Jailtime For Jailbreaking
An anonymous reader writes "Remember how the Librarian of Congress announced that jailbreaking your phone was legal and not a violation of the DMCA? Yeah, well, tell that to Mohamad Majed, who has already spent over a year in jail and has now been pressured into pleading guilty to criminal DMCA violations for jailbreaking phones for use on other carriers."
In the US the tone of the punishment has to fit the tone of the skin. It's the American Way.
And? The clause about no ex post facto laws swings both ways.

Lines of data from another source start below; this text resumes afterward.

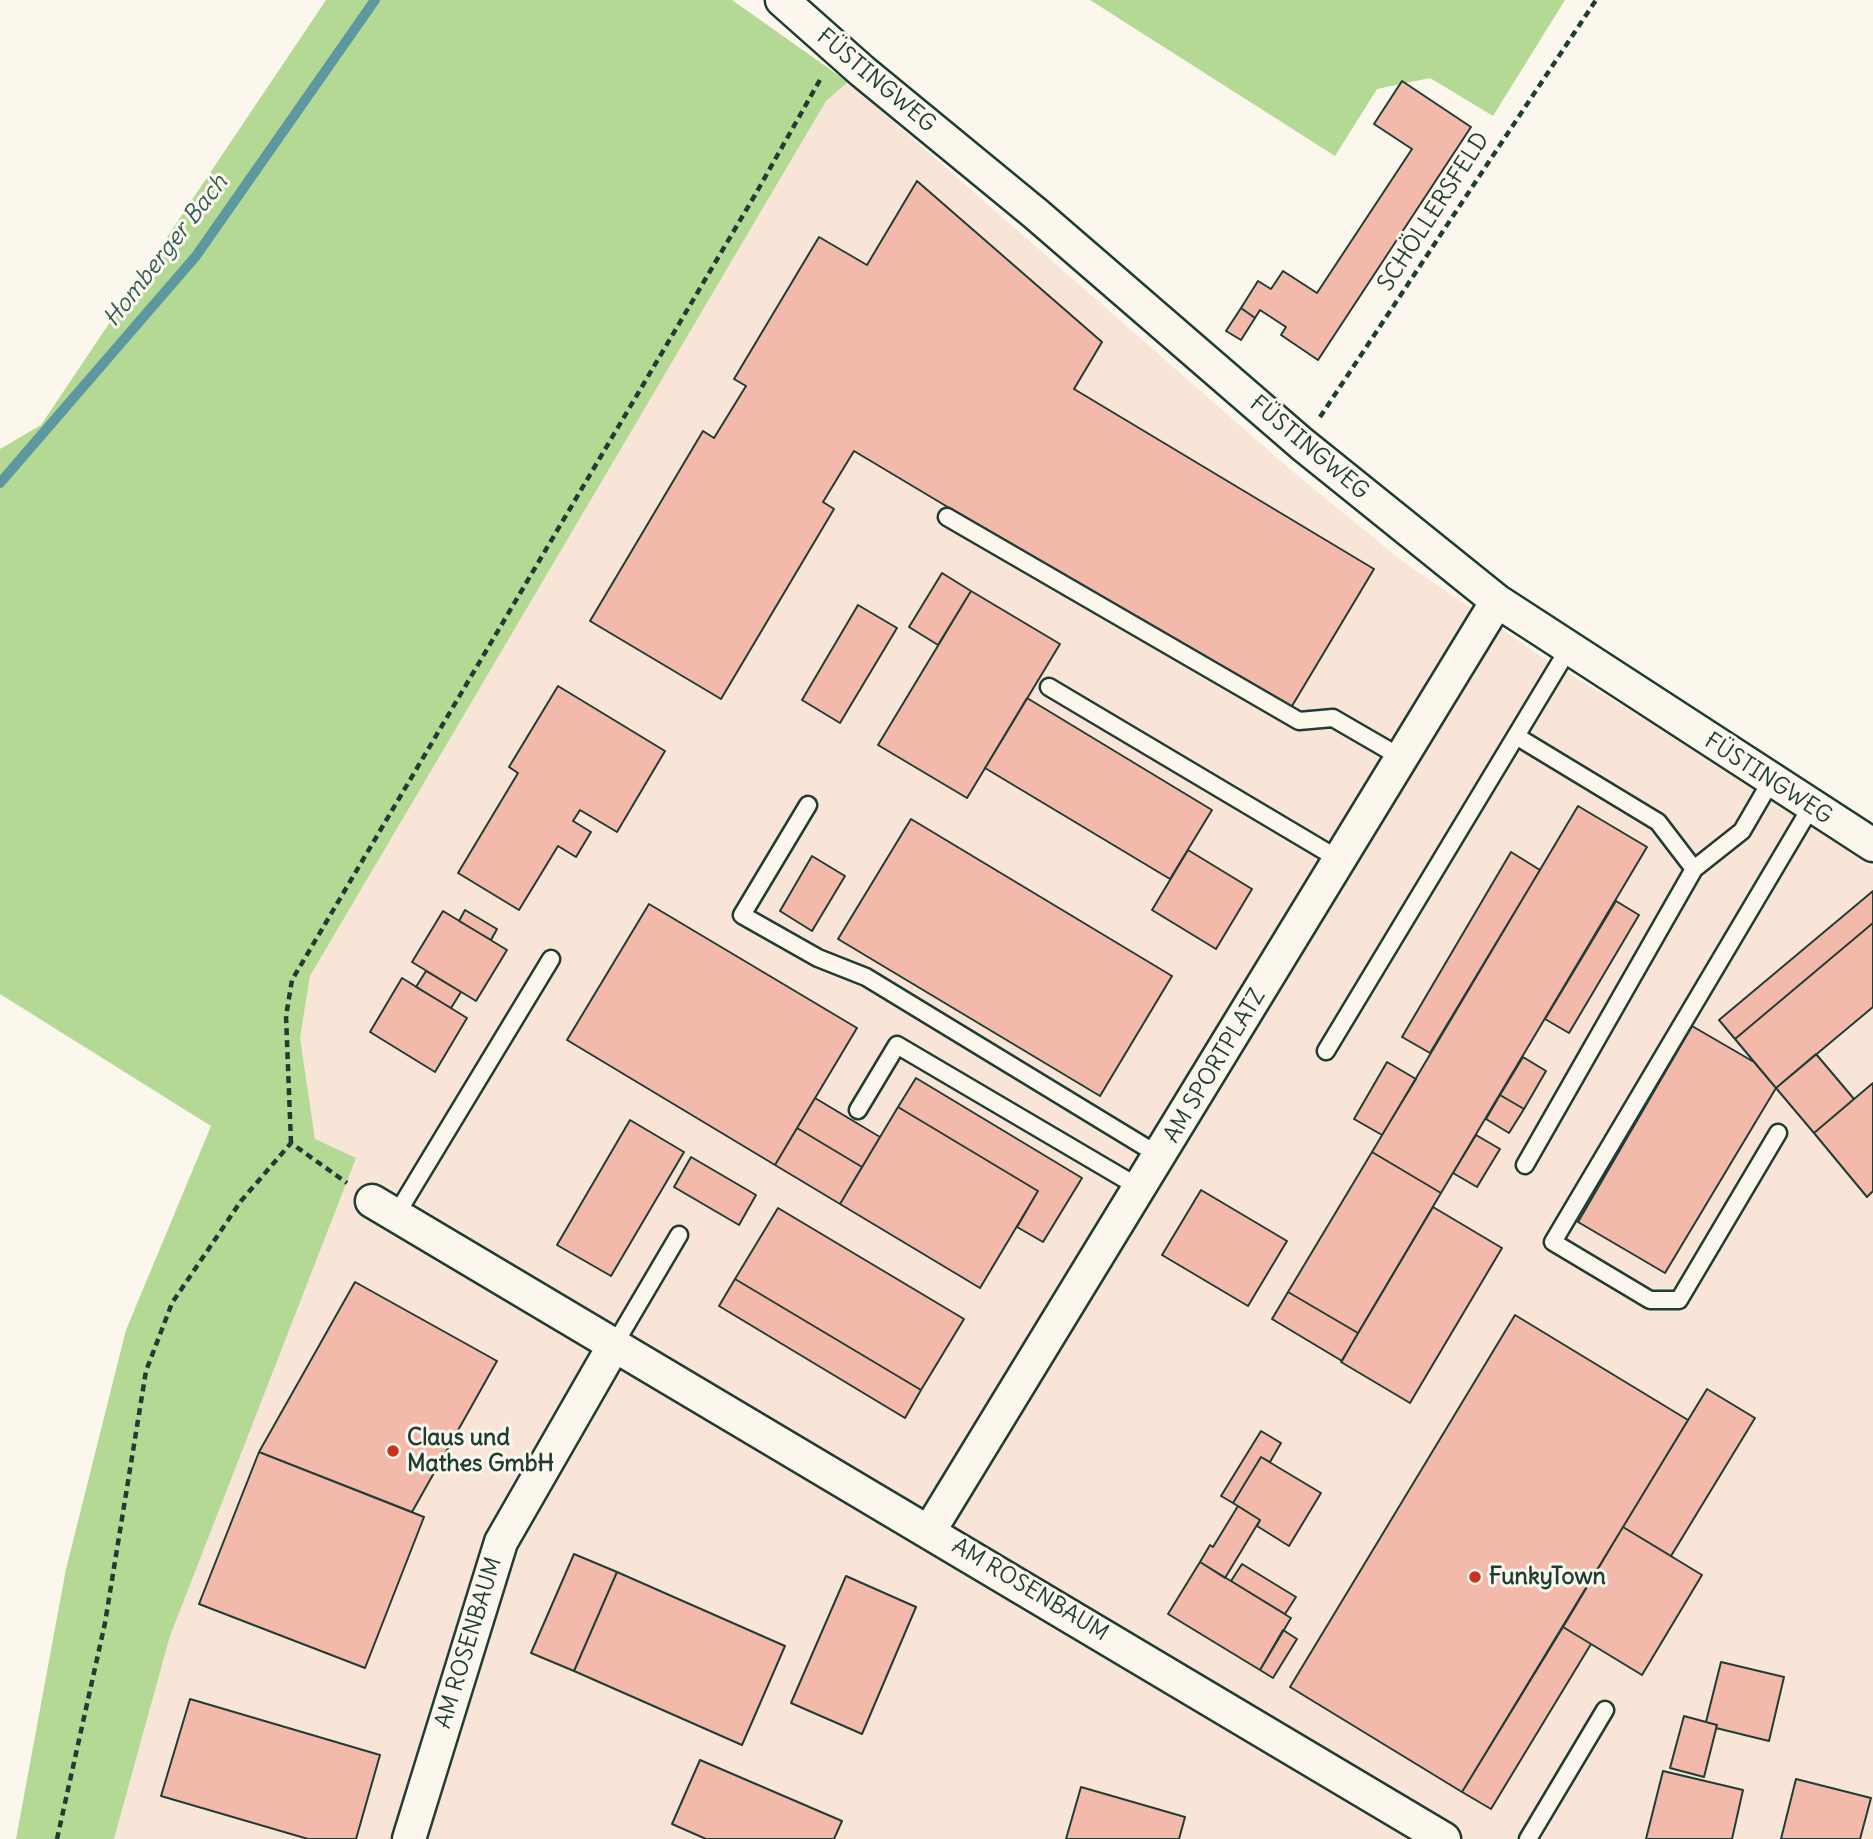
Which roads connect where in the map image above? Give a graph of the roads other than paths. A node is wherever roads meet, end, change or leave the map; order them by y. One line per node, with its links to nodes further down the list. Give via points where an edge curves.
1 (782, 0): 3 (street, FÜSTINGWEG, via 1302,444)
2 (947, 517): 7 (lane, via 1299,721 1333,718)
3 (1497, 601): 4 (street, FÜSTINGWEG); 7 (street, AM SPORTPLATZ)
4 (1569, 648): 6 (lane); 8 (street, FÜSTINGWEG)
5 (1049, 687): 12 (lane)
6 (1516, 736): 13 (lane, via 1658,822); 15 (lane)
7 (1402, 758): 12 (street, AM SPORTPLATZ)
8 (1771, 781): 10 (street, FÜSTINGWEG); 13 (lane, via 1742,831)
9 (808, 805): 18 (lane, via 742,915 818,958 866,977)
10 (1811, 807): 11 (street, FÜSTINGWEG); 17 (lane, via 1553,1242 1650,1300 1679,1300)
11 (1873, 845)
12 (1340, 860): 18 (street, AM SPORTPLATZ)
13 (1694, 869): 19 (lane)
14 (551, 959): 21 (lane)
15 (1326, 1051)
16 (858, 1110): 20 (lane, via 897,1045)
17 (1778, 1133)
18 (1160, 1156): 20 (street, AM SPORTPLATZ)
19 (1525, 1166)
20 (1140, 1188): 24 (street, AM SPORTPLATZ)
21 (384, 1208): 23 (street, AM ROSENBAUM)
22 (679, 1235): 23 (lane)
23 (613, 1346): 24 (street, AM ROSENBAUM); 26 (street, AM ROSENBAUM, via 501,1542)
24 (930, 1530): 27 (street, AM ROSENBAUM)
25 (1605, 1710): 28 (lane)
26 (409, 1839)
27 (1444, 1839)
28 (1528, 1839)

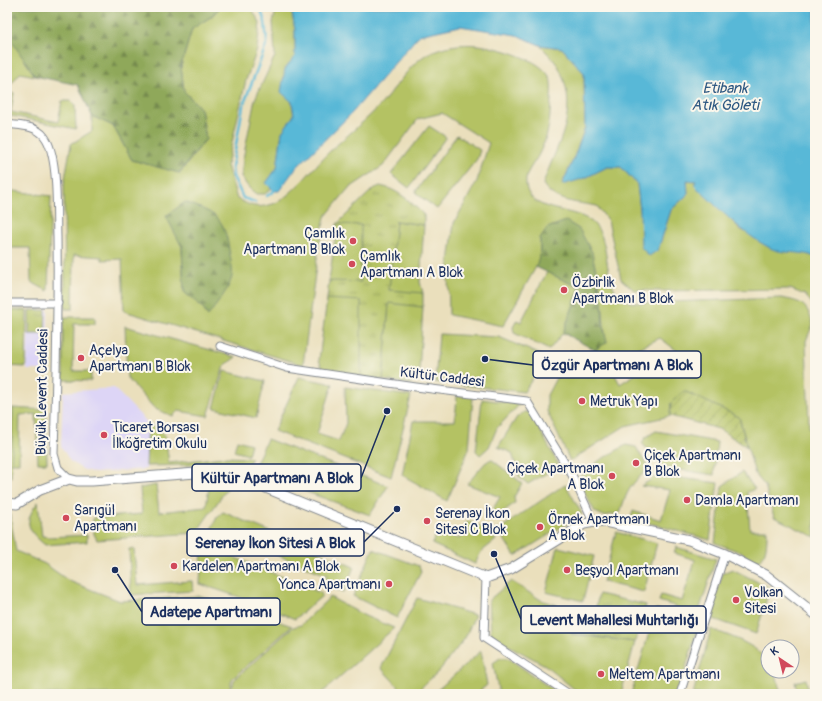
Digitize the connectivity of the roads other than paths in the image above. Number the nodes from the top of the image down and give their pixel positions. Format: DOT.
graph roads {
  1 [pos="7,124"];
  2 [pos="7,303"];
  3 [pos="58,303"];
  4 [pos="220,346"];
  5 [pos="69,479"];
  6 [pos="7,503"];
  7 [pos="593,521"];
  8 [pos="725,554"];
  9 [pos="486,578"];
  10 [pos="815,614"];
  11 [pos="569,694"];
  12 [pos="680,694"];
  1 -- 3 [label="street, Büyük Levent Caddesi"];
  2 -- 3 [label="street"];
  3 -- 5 [label="street, Büyük Levent Caddesi"];
  4 -- 7 [label="street, Kültür Caddesi"];
  5 -- 6 [label="street"];
  5 -- 9 [label="street"];
  7 -- 8 [label="street"];
  7 -- 9 [label="street"];
  8 -- 10 [label="street"];
  8 -- 12 [label="street"];
  9 -- 11 [label="street"];
}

So if you own a car, you can mod it to run on ethanol, remove the factory stereo and logos with no problem. But, if you do a similar thing with a cheap phone or gaming system you are instantly a CRIMINAL!
The new business model in the media/tech industry seems to be 'Lawsuit Phishing' where you sue everybody and hope that a few suckers actually pay you.

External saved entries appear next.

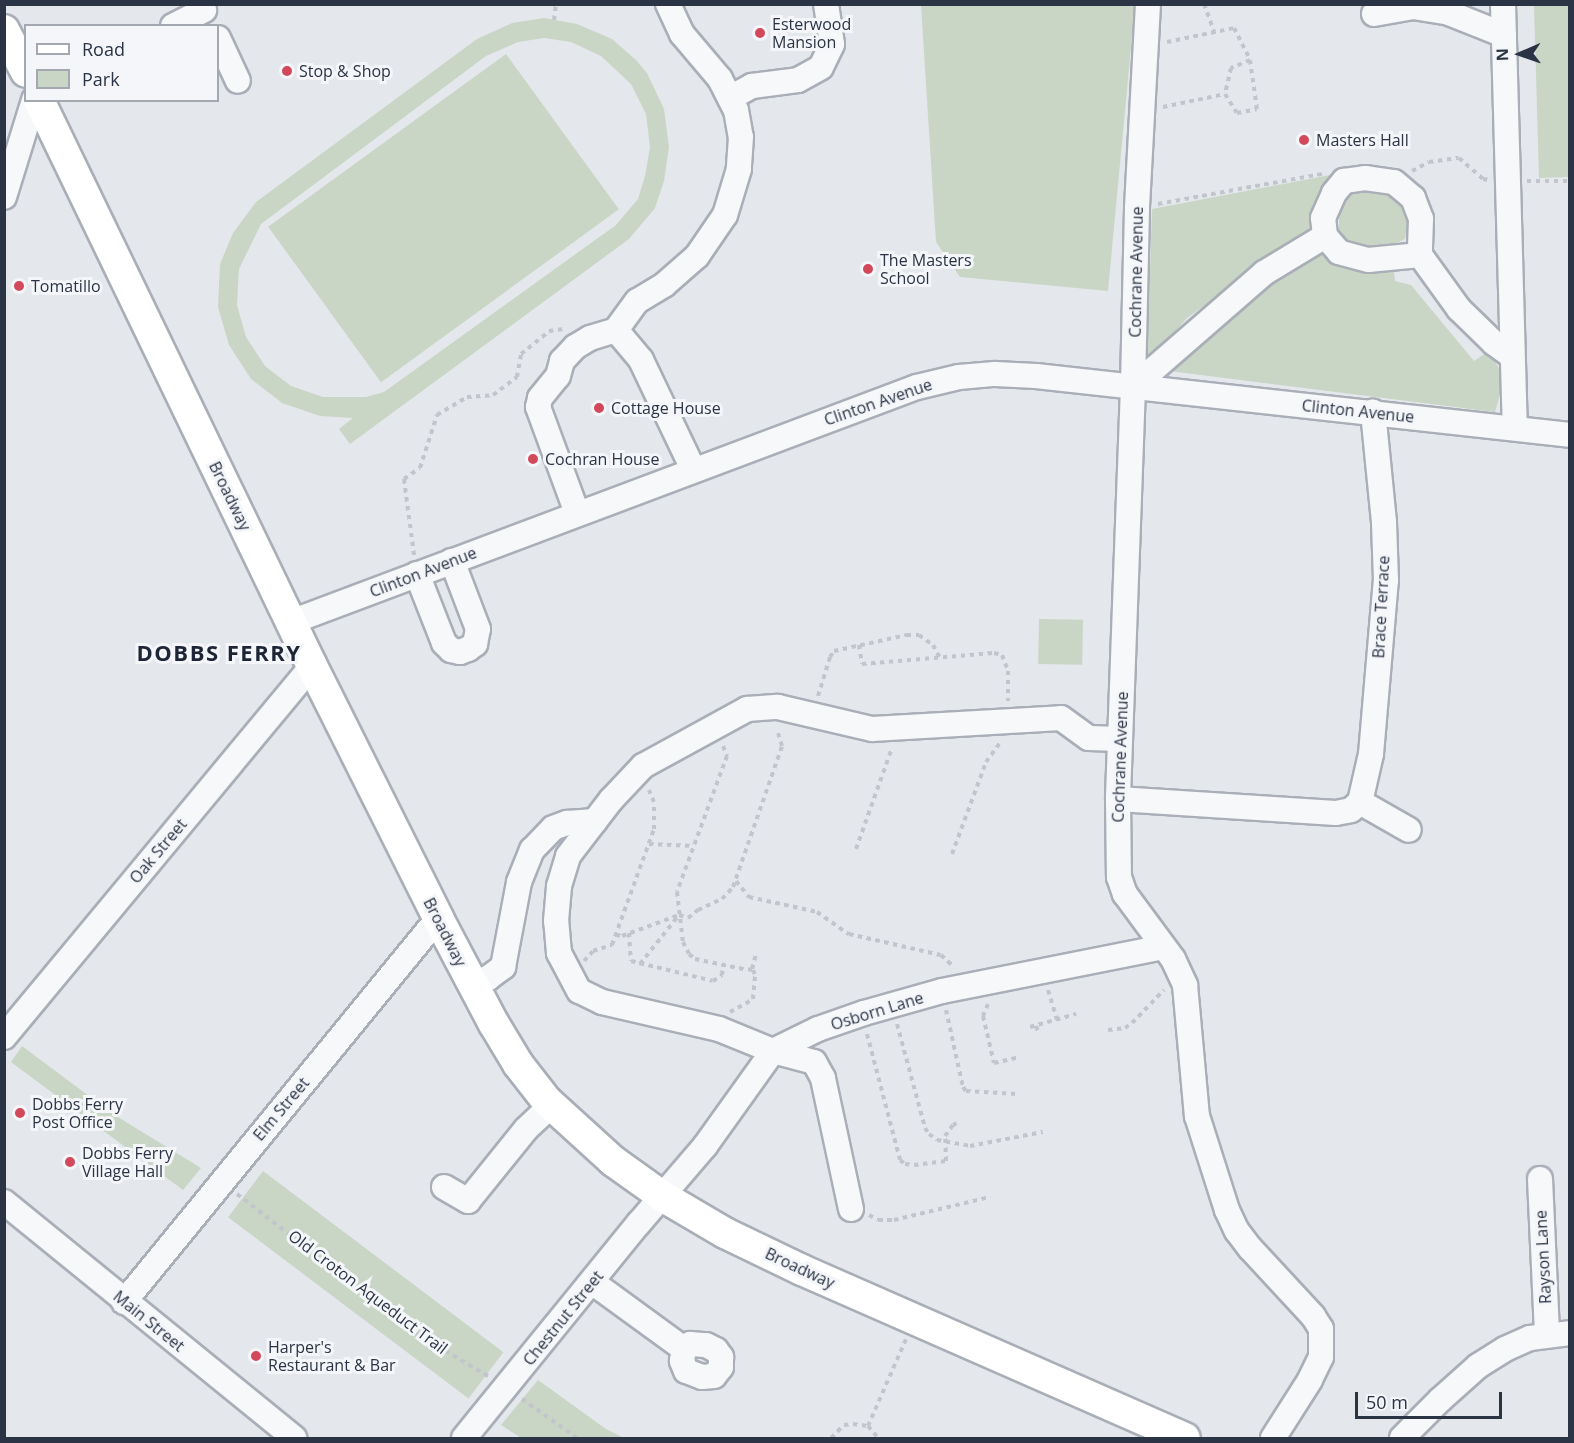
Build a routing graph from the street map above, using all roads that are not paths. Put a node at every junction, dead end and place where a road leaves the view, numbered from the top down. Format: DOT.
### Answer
graph roads {
  1 [pos="668,4"];
  2 [pos="826,4"];
  3 [pos="1148,4"];
  4 [pos="1503,4"];
  5 [pos="205,13"];
  6 [pos="1374,14"];
  7 [pos="177,24"];
  8 [pos="1504,35"];
  9 [pos="219,40"];
  10 [pos="7,41"];
  11 [pos="24,69"];
  12 [pos="238,81"];
  13 [pos="730,98"];
  14 [pos="33,102"];
  15 [pos="40,102"];
  16 [pos="4,197"];
  17 [pos="1325,236"];
  18 [pos="1419,255"];
  19 [pos="616,330"];
  20 [pos="1512,356"];
  21 [pos="1133,387"];
  22 [pos="1372,412"];
  23 [pos="1515,428"];
  24 [pos="1569,435"];
  25 [pos="693,469"];
  26 [pos="577,513"];
  27 [pos="452,561"];
  28 [pos="417,574"];
  29 [pos="291,622"];
  30 [pos="312,666"];
  31 [pos="1120,739"];
  32 [pos="1118,799"];
  33 [pos="1360,802"];
  34 [pos="595,821"];
  35 [pos="1409,830"];
  36 [pos="438,918"];
  37 [pos="1164,947"];
  38 [pos="472,983"];
  39 [pos="4,1037"];
  40 [pos="773,1051"];
  41 [pos="552,1105"];
  42 [pos="1540,1179"];
  43 [pos="444,1187"];
  44 [pos="662,1196"];
  45 [pos="4,1202"];
  46 [pos="851,1209"];
  47 [pos="592,1282"];
  48 [pos="124,1302"];
  49 [pos="1558,1334"];
  50 [pos="684,1349"];
  51 [pos="294,1438"];
  52 [pos="464,1438"];
  53 [pos="1185,1438"];
  54 [pos="1273,1438"];
  55 [pos="1402,1438"];
  1 -- 13 [label="street"];
  2 -- 13 [label="street"];
  3 -- 21 [label="street, Cochrane Avenue"];
  4 -- 8 [label="street"];
  5 -- 7 [label="street"];
  6 -- 8 [label="street"];
  8 -- 20 [label="street"];
  9 -- 12 [label="street"];
  10 -- 11 [label="main road"];
  13 -- 19 [label="street"];
  14 -- 16 [label="street"];
  15 -- 29 [label="main road, Broadway"];
  17 -- 18 [label="street"];
  17 -- 18 [label="street"];
  17 -- 21 [label="street"];
  18 -- 20 [label="street"];
  19 -- 25 [label="street"];
  19 -- 26 [label="street"];
  20 -- 23 [label="street"];
  21 -- 22 [label="street, Clinton Avenue"];
  21 -- 25 [label="street, Clinton Avenue"];
  21 -- 31 [label="street, Cochrane Avenue"];
  22 -- 23 [label="street, Clinton Avenue"];
  22 -- 33 [label="street, Brace Terrace"];
  23 -- 24 [label="street, Clinton Avenue"];
  25 -- 26 [label="street, Clinton Avenue"];
  26 -- 27 [label="street, Clinton Avenue"];
  27 -- 28 [label="street, Clinton Avenue"];
  27 -- 28 [label="street"];
  28 -- 29 [label="street, Clinton Avenue"];
  29 -- 30 [label="main road, Broadway"];
  30 -- 36 [label="main road, Broadway"];
  30 -- 39 [label="street, Oak Street"];
  31 -- 32 [label="street, Cochrane Avenue"];
  31 -- 34 [label="street"];
  32 -- 33 [label="street"];
  32 -- 37 [label="street, Cochrane Avenue"];
  33 -- 35 [label="street"];
  34 -- 38 [label="street"];
  34 -- 40 [label="street"];
  36 -- 38 [label="main road, Broadway"];
  36 -- 48 [label="street, Elm Street"];
  37 -- 40 [label="street, Osborn Lane"];
  37 -- 54 [label="street, Cochrane Avenue"];
  38 -- 41 [label="main road, Broadway"];
  40 -- 44 [label="street, Osborn Lane"];
  40 -- 46 [label="street"];
  41 -- 43 [label="street"];
  41 -- 44 [label="main road, Broadway"];
  42 -- 49 [label="street, Rayson Lane"];
  44 -- 47 [label="street, Chestnut Street"];
  44 -- 53 [label="main road, Broadway"];
  45 -- 48 [label="street, Main Street"];
  47 -- 50 [label="street"];
  47 -- 52 [label="street, Chestnut Street"];
  48 -- 51 [label="street, Main Street"];
  49 -- 55 [label="street"];
}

He who knows best knows how little he knows. - Thomas Jefferson
If they controlled the Internet you'd buy your computer from your ISP and it wouldn't work with any other ISP, your Internet bill would list every website you went to, out-of-state websites would be billed at a higher rate (except for nights and weekends). The current model for phone networks is an overpriced relic of the last century.
From the link in TFA:
Majed shipped several thousand prepaid wireless phones to co-conspirators in Michigan and Hong Kong.
Majed didn't go to jail for jailbreaking his iPhone, or even a handful of them for friends. The jailbreaking exemption (http://www.copyright.gov/1201/) states that the exemption exists for the owner of the device in order for the owner to use an alternate cellular network. This guy was essentially running a business buying heavily subsidized Tracfones, unlocking them, and selling them by the thousands. One could argue that between the purchase and the resale that he was the owner of the device and thus was covered, but let's keep perspective - Majed wasn't convicted for rooting his Droid, he was running a business on a technicality, and a stretched one at that.
[citation needed]
https://www.eff.org/https-everywhere
Putting people in the stockade for stealing a loaf of bread... No not even... for not renting the baker's knife to cut his own bread...
For justice, we must go to Don Corleone
Is it illegal to jailbreak a phone if you haven't used it? Illegal to jailbreak more than one phone? Illegal to sell a phone after you jailbreak it? Illegal only if two or more of the above?
I think you have a case of the ole "illegal to profit from someone else's work" mindset.
He was unlocking phones for resale overseas, making a profit by violating the terms of a subsidy.
There were no terms - it's a prepaid phone, no contract was signed. The worst that could happen is they declare him in violation of their terms of service (and thus stop providing said service), but I really don't think that'd be an issue to him...
The exemption doesn't cover this, and you probably don't want it to cover this, assuming you still want to be able to buy phones at less than full market price.
It makes little difference if the end user can still legally unlock their phone - the carriers can't rely on the law to back up their technical measures, and that's the way it should be. If you want to enforce terms after the initial sale, do so with a contract (as the pay monthly services already do).